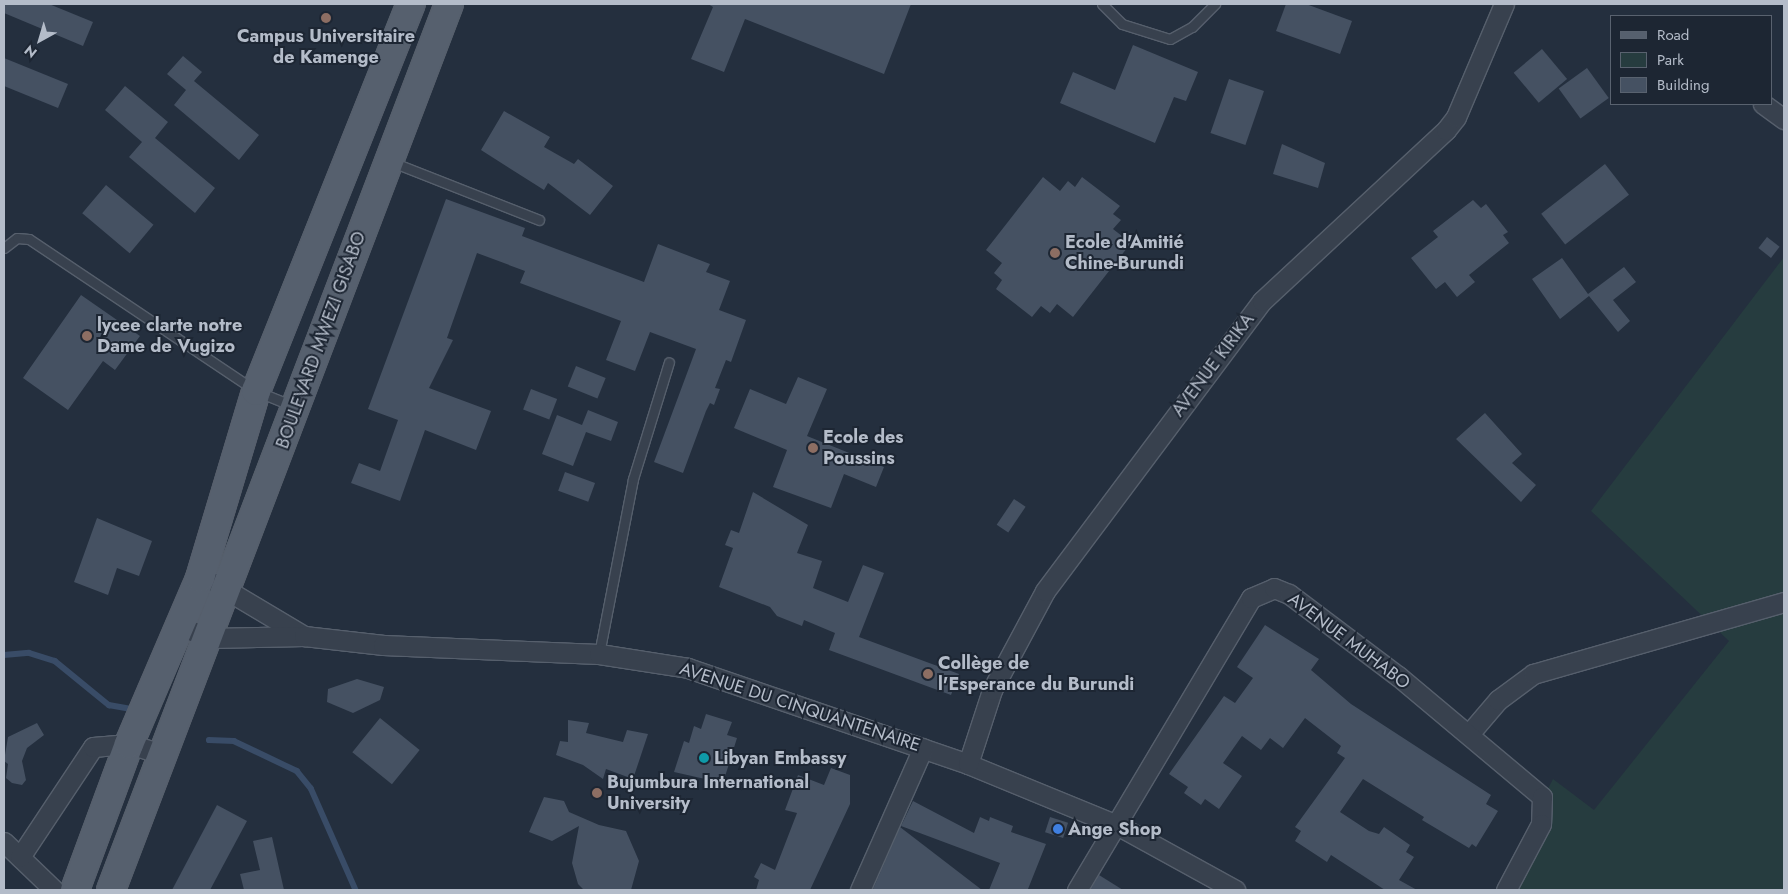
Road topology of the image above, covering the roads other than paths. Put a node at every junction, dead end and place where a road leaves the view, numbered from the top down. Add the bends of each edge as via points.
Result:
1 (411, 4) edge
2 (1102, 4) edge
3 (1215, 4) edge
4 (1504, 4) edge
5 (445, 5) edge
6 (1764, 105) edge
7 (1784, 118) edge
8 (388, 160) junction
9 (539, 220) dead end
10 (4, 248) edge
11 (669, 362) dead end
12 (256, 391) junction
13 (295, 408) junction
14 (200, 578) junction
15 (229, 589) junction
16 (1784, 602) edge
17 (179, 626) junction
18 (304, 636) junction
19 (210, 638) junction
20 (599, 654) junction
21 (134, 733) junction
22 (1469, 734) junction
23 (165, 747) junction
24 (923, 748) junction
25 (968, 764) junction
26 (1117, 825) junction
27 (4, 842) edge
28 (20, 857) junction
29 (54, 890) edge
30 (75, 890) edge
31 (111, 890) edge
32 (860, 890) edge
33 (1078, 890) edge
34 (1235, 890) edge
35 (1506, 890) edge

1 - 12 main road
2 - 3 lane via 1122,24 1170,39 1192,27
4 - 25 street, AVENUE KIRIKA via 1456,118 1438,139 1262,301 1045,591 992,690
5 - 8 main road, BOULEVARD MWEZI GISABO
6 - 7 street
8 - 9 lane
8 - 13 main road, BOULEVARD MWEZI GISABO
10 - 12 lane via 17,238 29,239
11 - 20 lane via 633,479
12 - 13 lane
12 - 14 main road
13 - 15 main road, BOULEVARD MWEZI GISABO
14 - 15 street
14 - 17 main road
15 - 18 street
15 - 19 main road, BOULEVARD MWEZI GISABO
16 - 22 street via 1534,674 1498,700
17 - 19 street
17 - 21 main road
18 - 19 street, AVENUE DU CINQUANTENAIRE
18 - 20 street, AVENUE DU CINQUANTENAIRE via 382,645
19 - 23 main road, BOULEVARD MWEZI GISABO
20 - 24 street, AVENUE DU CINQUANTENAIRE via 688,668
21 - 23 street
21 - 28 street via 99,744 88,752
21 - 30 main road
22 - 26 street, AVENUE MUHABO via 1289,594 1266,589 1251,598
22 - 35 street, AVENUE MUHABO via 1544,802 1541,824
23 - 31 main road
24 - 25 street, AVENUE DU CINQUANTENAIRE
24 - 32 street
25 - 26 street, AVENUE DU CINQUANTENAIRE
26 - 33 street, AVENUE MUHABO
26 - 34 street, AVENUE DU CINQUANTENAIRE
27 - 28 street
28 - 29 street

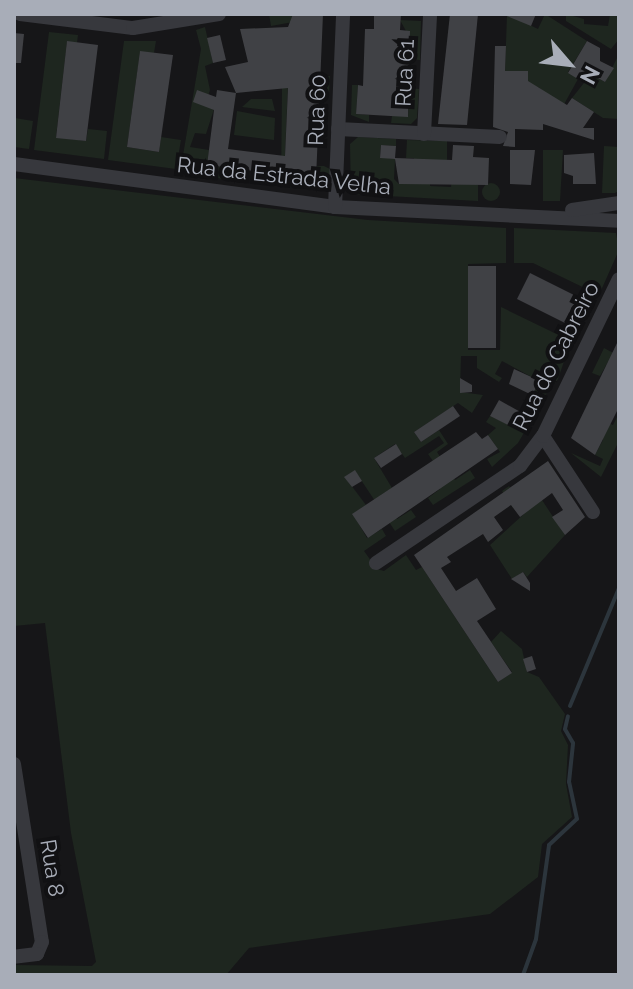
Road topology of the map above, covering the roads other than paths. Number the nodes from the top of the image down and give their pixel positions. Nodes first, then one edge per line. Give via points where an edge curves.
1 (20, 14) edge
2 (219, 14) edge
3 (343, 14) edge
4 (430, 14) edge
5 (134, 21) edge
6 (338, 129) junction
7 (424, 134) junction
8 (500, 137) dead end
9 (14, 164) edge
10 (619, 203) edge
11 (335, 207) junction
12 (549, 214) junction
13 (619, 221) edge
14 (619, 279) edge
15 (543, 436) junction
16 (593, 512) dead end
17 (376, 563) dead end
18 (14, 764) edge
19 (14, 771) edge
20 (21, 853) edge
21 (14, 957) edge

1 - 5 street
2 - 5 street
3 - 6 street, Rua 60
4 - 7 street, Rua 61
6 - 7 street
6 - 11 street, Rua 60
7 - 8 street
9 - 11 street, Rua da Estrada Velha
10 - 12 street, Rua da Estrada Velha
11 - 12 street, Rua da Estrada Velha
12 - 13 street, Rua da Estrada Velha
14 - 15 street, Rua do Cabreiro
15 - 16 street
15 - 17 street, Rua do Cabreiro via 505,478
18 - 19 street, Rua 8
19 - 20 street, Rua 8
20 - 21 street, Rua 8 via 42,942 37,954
◆ ◆ ◆ ◆
## To do
What is needed is an exact copy of the entries, without any images.

## Your response
Road topology of the image above, covering the roads other than paths. Put a node at every junction, dead end and place where a road leaves the view, numbered from the top down. Add the bends of each edge as via points.
Result:
1 (411, 4) edge
2 (1102, 4) edge
3 (1215, 4) edge
4 (1504, 4) edge
5 (445, 5) edge
6 (1764, 105) edge
7 (1784, 118) edge
8 (388, 160) junction
9 (539, 220) dead end
10 (4, 248) edge
11 (669, 362) dead end
12 (256, 391) junction
13 (295, 408) junction
14 (200, 578) junction
15 (229, 589) junction
16 (1784, 602) edge
17 (179, 626) junction
18 (304, 636) junction
19 (210, 638) junction
20 (599, 654) junction
21 (134, 733) junction
22 (1469, 734) junction
23 (165, 747) junction
24 (923, 748) junction
25 (968, 764) junction
26 (1117, 825) junction
27 (4, 842) edge
28 (20, 857) junction
29 (54, 890) edge
30 (75, 890) edge
31 (111, 890) edge
32 (860, 890) edge
33 (1078, 890) edge
34 (1235, 890) edge
35 (1506, 890) edge

1 - 12 main road
2 - 3 lane via 1122,24 1170,39 1192,27
4 - 25 street, AVENUE KIRIKA via 1456,118 1438,139 1262,301 1045,591 992,690
5 - 8 main road, BOULEVARD MWEZI GISABO
6 - 7 street
8 - 9 lane
8 - 13 main road, BOULEVARD MWEZI GISABO
10 - 12 lane via 17,238 29,239
11 - 20 lane via 633,479
12 - 13 lane
12 - 14 main road
13 - 15 main road, BOULEVARD MWEZI GISABO
14 - 15 street
14 - 17 main road
15 - 18 street
15 - 19 main road, BOULEVARD MWEZI GISABO
16 - 22 street via 1534,674 1498,700
17 - 19 street
17 - 21 main road
18 - 19 street, AVENUE DU CINQUANTENAIRE
18 - 20 street, AVENUE DU CINQUANTENAIRE via 382,645
19 - 23 main road, BOULEVARD MWEZI GISABO
20 - 24 street, AVENUE DU CINQUANTENAIRE via 688,668
21 - 23 street
21 - 28 street via 99,744 88,752
21 - 30 main road
22 - 26 street, AVENUE MUHABO via 1289,594 1266,589 1251,598
22 - 35 street, AVENUE MUHABO via 1544,802 1541,824
23 - 31 main road
24 - 25 street, AVENUE DU CINQUANTENAIRE
24 - 32 street
25 - 26 street, AVENUE DU CINQUANTENAIRE
26 - 33 street, AVENUE MUHABO
26 - 34 street, AVENUE DU CINQUANTENAIRE
27 - 28 street
28 - 29 street

Road topology of the map above, covering the roads other than paths. Number the nodes from the top of the image down and give their pixel positions. Nodes first, then one edge per line. Give via points where an edge curves.
1 (20, 14) edge
2 (219, 14) edge
3 (343, 14) edge
4 (430, 14) edge
5 (134, 21) edge
6 (338, 129) junction
7 (424, 134) junction
8 (500, 137) dead end
9 (14, 164) edge
10 (619, 203) edge
11 (335, 207) junction
12 (549, 214) junction
13 (619, 221) edge
14 (619, 279) edge
15 (543, 436) junction
16 (593, 512) dead end
17 (376, 563) dead end
18 (14, 764) edge
19 (14, 771) edge
20 (21, 853) edge
21 (14, 957) edge

1 - 5 street
2 - 5 street
3 - 6 street, Rua 60
4 - 7 street, Rua 61
6 - 7 street
6 - 11 street, Rua 60
7 - 8 street
9 - 11 street, Rua da Estrada Velha
10 - 12 street, Rua da Estrada Velha
11 - 12 street, Rua da Estrada Velha
12 - 13 street, Rua da Estrada Velha
14 - 15 street, Rua do Cabreiro
15 - 16 street
15 - 17 street, Rua do Cabreiro via 505,478
18 - 19 street, Rua 8
19 - 20 street, Rua 8
20 - 21 street, Rua 8 via 42,942 37,954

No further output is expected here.